WHAT THE TASK REQUIRES » The whole listing is to be transcribed exactly as it stands.

RECORDS FOR THIS EXERCISE »
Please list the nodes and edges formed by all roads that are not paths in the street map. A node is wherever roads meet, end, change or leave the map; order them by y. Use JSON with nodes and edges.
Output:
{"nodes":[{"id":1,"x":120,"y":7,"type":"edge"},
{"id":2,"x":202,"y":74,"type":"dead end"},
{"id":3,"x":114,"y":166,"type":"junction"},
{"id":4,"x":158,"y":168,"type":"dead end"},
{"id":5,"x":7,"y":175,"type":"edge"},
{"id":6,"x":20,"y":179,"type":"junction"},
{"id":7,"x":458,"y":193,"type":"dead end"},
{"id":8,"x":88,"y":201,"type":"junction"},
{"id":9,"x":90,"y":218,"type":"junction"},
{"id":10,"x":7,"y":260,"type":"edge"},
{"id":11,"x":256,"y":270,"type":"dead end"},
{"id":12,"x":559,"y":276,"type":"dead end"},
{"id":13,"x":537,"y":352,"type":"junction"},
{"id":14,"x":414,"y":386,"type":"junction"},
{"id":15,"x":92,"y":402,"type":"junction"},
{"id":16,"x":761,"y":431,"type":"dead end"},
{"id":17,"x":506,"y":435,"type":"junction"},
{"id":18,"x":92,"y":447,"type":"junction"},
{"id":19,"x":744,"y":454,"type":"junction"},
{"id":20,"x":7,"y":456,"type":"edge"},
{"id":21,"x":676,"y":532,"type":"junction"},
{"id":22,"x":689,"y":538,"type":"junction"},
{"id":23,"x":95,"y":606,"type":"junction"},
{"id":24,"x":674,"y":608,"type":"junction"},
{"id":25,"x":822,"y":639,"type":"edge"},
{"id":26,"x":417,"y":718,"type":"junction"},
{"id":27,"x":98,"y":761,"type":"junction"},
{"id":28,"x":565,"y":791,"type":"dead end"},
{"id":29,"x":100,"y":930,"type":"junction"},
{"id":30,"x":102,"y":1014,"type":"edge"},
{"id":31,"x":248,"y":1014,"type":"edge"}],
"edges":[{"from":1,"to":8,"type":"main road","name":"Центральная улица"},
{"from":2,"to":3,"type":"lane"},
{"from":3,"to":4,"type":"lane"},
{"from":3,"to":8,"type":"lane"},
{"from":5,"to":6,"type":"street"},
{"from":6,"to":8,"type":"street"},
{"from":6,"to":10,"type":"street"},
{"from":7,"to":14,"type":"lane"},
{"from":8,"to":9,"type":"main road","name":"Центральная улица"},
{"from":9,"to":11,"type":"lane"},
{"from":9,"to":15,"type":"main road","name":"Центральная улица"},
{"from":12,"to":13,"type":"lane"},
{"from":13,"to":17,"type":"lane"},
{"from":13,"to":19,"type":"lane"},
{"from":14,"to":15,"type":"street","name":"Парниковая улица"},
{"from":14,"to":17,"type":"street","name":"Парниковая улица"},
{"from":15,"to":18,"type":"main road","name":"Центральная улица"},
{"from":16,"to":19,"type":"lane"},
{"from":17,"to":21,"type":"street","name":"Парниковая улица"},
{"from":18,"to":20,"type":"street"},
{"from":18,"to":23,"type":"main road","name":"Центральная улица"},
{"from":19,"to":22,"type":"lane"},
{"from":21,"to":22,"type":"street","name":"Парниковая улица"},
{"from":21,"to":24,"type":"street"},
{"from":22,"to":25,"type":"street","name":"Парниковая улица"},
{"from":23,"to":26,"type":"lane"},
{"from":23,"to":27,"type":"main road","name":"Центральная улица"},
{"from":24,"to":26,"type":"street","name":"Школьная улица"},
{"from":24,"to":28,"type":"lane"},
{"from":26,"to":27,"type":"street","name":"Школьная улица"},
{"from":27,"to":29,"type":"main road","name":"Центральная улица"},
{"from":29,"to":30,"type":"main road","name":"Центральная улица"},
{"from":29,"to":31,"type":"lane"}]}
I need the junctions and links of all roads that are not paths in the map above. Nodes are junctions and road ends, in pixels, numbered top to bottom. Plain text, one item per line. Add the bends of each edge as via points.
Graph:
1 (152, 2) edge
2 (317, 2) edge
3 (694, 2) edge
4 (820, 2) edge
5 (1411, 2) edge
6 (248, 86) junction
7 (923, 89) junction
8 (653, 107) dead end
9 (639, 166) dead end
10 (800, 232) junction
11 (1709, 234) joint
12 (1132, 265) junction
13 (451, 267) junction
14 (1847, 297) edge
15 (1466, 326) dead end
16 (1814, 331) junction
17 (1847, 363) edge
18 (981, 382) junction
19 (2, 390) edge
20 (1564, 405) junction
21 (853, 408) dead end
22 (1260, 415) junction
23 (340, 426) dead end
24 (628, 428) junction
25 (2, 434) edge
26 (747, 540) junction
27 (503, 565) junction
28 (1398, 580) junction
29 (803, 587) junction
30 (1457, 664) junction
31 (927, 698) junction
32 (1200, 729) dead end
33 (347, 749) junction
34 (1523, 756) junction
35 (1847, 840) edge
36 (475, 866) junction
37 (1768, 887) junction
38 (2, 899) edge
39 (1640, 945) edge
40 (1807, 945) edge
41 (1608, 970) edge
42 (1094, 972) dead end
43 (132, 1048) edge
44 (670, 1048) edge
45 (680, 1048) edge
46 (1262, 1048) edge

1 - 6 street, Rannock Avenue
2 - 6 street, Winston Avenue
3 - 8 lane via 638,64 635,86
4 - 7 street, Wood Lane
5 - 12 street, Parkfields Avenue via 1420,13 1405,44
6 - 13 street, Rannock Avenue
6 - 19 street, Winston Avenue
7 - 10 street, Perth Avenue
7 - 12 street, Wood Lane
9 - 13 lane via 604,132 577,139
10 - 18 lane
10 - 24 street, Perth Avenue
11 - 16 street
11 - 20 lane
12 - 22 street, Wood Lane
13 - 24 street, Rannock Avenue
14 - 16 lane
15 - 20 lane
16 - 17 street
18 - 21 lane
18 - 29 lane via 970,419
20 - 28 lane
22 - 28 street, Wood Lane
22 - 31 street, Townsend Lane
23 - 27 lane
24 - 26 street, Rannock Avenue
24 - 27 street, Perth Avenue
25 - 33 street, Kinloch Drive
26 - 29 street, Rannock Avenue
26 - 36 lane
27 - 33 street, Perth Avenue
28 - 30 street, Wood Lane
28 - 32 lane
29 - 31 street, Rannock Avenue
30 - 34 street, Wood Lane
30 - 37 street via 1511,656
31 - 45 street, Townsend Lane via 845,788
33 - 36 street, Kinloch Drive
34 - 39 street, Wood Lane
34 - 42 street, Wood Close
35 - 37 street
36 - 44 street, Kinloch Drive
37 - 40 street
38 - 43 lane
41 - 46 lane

SOLUTION TO THE PROBLEM »
Please list the nodes and edges formed by all roads that are not paths in the street map. A node is wherever roads meet, end, change or leave the map; order them by y. Use JSON with nodes and edges.
Output:
{"nodes":[{"id":1,"x":120,"y":7,"type":"edge"},
{"id":2,"x":202,"y":74,"type":"dead end"},
{"id":3,"x":114,"y":166,"type":"junction"},
{"id":4,"x":158,"y":168,"type":"dead end"},
{"id":5,"x":7,"y":175,"type":"edge"},
{"id":6,"x":20,"y":179,"type":"junction"},
{"id":7,"x":458,"y":193,"type":"dead end"},
{"id":8,"x":88,"y":201,"type":"junction"},
{"id":9,"x":90,"y":218,"type":"junction"},
{"id":10,"x":7,"y":260,"type":"edge"},
{"id":11,"x":256,"y":270,"type":"dead end"},
{"id":12,"x":559,"y":276,"type":"dead end"},
{"id":13,"x":537,"y":352,"type":"junction"},
{"id":14,"x":414,"y":386,"type":"junction"},
{"id":15,"x":92,"y":402,"type":"junction"},
{"id":16,"x":761,"y":431,"type":"dead end"},
{"id":17,"x":506,"y":435,"type":"junction"},
{"id":18,"x":92,"y":447,"type":"junction"},
{"id":19,"x":744,"y":454,"type":"junction"},
{"id":20,"x":7,"y":456,"type":"edge"},
{"id":21,"x":676,"y":532,"type":"junction"},
{"id":22,"x":689,"y":538,"type":"junction"},
{"id":23,"x":95,"y":606,"type":"junction"},
{"id":24,"x":674,"y":608,"type":"junction"},
{"id":25,"x":822,"y":639,"type":"edge"},
{"id":26,"x":417,"y":718,"type":"junction"},
{"id":27,"x":98,"y":761,"type":"junction"},
{"id":28,"x":565,"y":791,"type":"dead end"},
{"id":29,"x":100,"y":930,"type":"junction"},
{"id":30,"x":102,"y":1014,"type":"edge"},
{"id":31,"x":248,"y":1014,"type":"edge"}],
"edges":[{"from":1,"to":8,"type":"main road","name":"Центральная улица"},
{"from":2,"to":3,"type":"lane"},
{"from":3,"to":4,"type":"lane"},
{"from":3,"to":8,"type":"lane"},
{"from":5,"to":6,"type":"street"},
{"from":6,"to":8,"type":"street"},
{"from":6,"to":10,"type":"street"},
{"from":7,"to":14,"type":"lane"},
{"from":8,"to":9,"type":"main road","name":"Центральная улица"},
{"from":9,"to":11,"type":"lane"},
{"from":9,"to":15,"type":"main road","name":"Центральная улица"},
{"from":12,"to":13,"type":"lane"},
{"from":13,"to":17,"type":"lane"},
{"from":13,"to":19,"type":"lane"},
{"from":14,"to":15,"type":"street","name":"Парниковая улица"},
{"from":14,"to":17,"type":"street","name":"Парниковая улица"},
{"from":15,"to":18,"type":"main road","name":"Центральная улица"},
{"from":16,"to":19,"type":"lane"},
{"from":17,"to":21,"type":"street","name":"Парниковая улица"},
{"from":18,"to":20,"type":"street"},
{"from":18,"to":23,"type":"main road","name":"Центральная улица"},
{"from":19,"to":22,"type":"lane"},
{"from":21,"to":22,"type":"street","name":"Парниковая улица"},
{"from":21,"to":24,"type":"street"},
{"from":22,"to":25,"type":"street","name":"Парниковая улица"},
{"from":23,"to":26,"type":"lane"},
{"from":23,"to":27,"type":"main road","name":"Центральная улица"},
{"from":24,"to":26,"type":"street","name":"Школьная улица"},
{"from":24,"to":28,"type":"lane"},
{"from":26,"to":27,"type":"street","name":"Школьная улица"},
{"from":27,"to":29,"type":"main road","name":"Центральная улица"},
{"from":29,"to":30,"type":"main road","name":"Центральная улица"},
{"from":29,"to":31,"type":"lane"}]}
I need the junctions and links of all roads that are not paths in the map above. Nodes are junctions and road ends, in pixels, numbered top to bottom. Plain text, one item per line. Add the bends of each edge as via points.
Graph:
1 (152, 2) edge
2 (317, 2) edge
3 (694, 2) edge
4 (820, 2) edge
5 (1411, 2) edge
6 (248, 86) junction
7 (923, 89) junction
8 (653, 107) dead end
9 (639, 166) dead end
10 (800, 232) junction
11 (1709, 234) joint
12 (1132, 265) junction
13 (451, 267) junction
14 (1847, 297) edge
15 (1466, 326) dead end
16 (1814, 331) junction
17 (1847, 363) edge
18 (981, 382) junction
19 (2, 390) edge
20 (1564, 405) junction
21 (853, 408) dead end
22 (1260, 415) junction
23 (340, 426) dead end
24 (628, 428) junction
25 (2, 434) edge
26 (747, 540) junction
27 (503, 565) junction
28 (1398, 580) junction
29 (803, 587) junction
30 (1457, 664) junction
31 (927, 698) junction
32 (1200, 729) dead end
33 (347, 749) junction
34 (1523, 756) junction
35 (1847, 840) edge
36 (475, 866) junction
37 (1768, 887) junction
38 (2, 899) edge
39 (1640, 945) edge
40 (1807, 945) edge
41 (1608, 970) edge
42 (1094, 972) dead end
43 (132, 1048) edge
44 (670, 1048) edge
45 (680, 1048) edge
46 (1262, 1048) edge

1 - 6 street, Rannock Avenue
2 - 6 street, Winston Avenue
3 - 8 lane via 638,64 635,86
4 - 7 street, Wood Lane
5 - 12 street, Parkfields Avenue via 1420,13 1405,44
6 - 13 street, Rannock Avenue
6 - 19 street, Winston Avenue
7 - 10 street, Perth Avenue
7 - 12 street, Wood Lane
9 - 13 lane via 604,132 577,139
10 - 18 lane
10 - 24 street, Perth Avenue
11 - 16 street
11 - 20 lane
12 - 22 street, Wood Lane
13 - 24 street, Rannock Avenue
14 - 16 lane
15 - 20 lane
16 - 17 street
18 - 21 lane
18 - 29 lane via 970,419
20 - 28 lane
22 - 28 street, Wood Lane
22 - 31 street, Townsend Lane
23 - 27 lane
24 - 26 street, Rannock Avenue
24 - 27 street, Perth Avenue
25 - 33 street, Kinloch Drive
26 - 29 street, Rannock Avenue
26 - 36 lane
27 - 33 street, Perth Avenue
28 - 30 street, Wood Lane
28 - 32 lane
29 - 31 street, Rannock Avenue
30 - 34 street, Wood Lane
30 - 37 street via 1511,656
31 - 45 street, Townsend Lane via 845,788
33 - 36 street, Kinloch Drive
34 - 39 street, Wood Lane
34 - 42 street, Wood Close
35 - 37 street
36 - 44 street, Kinloch Drive
37 - 40 street
38 - 43 lane
41 - 46 lane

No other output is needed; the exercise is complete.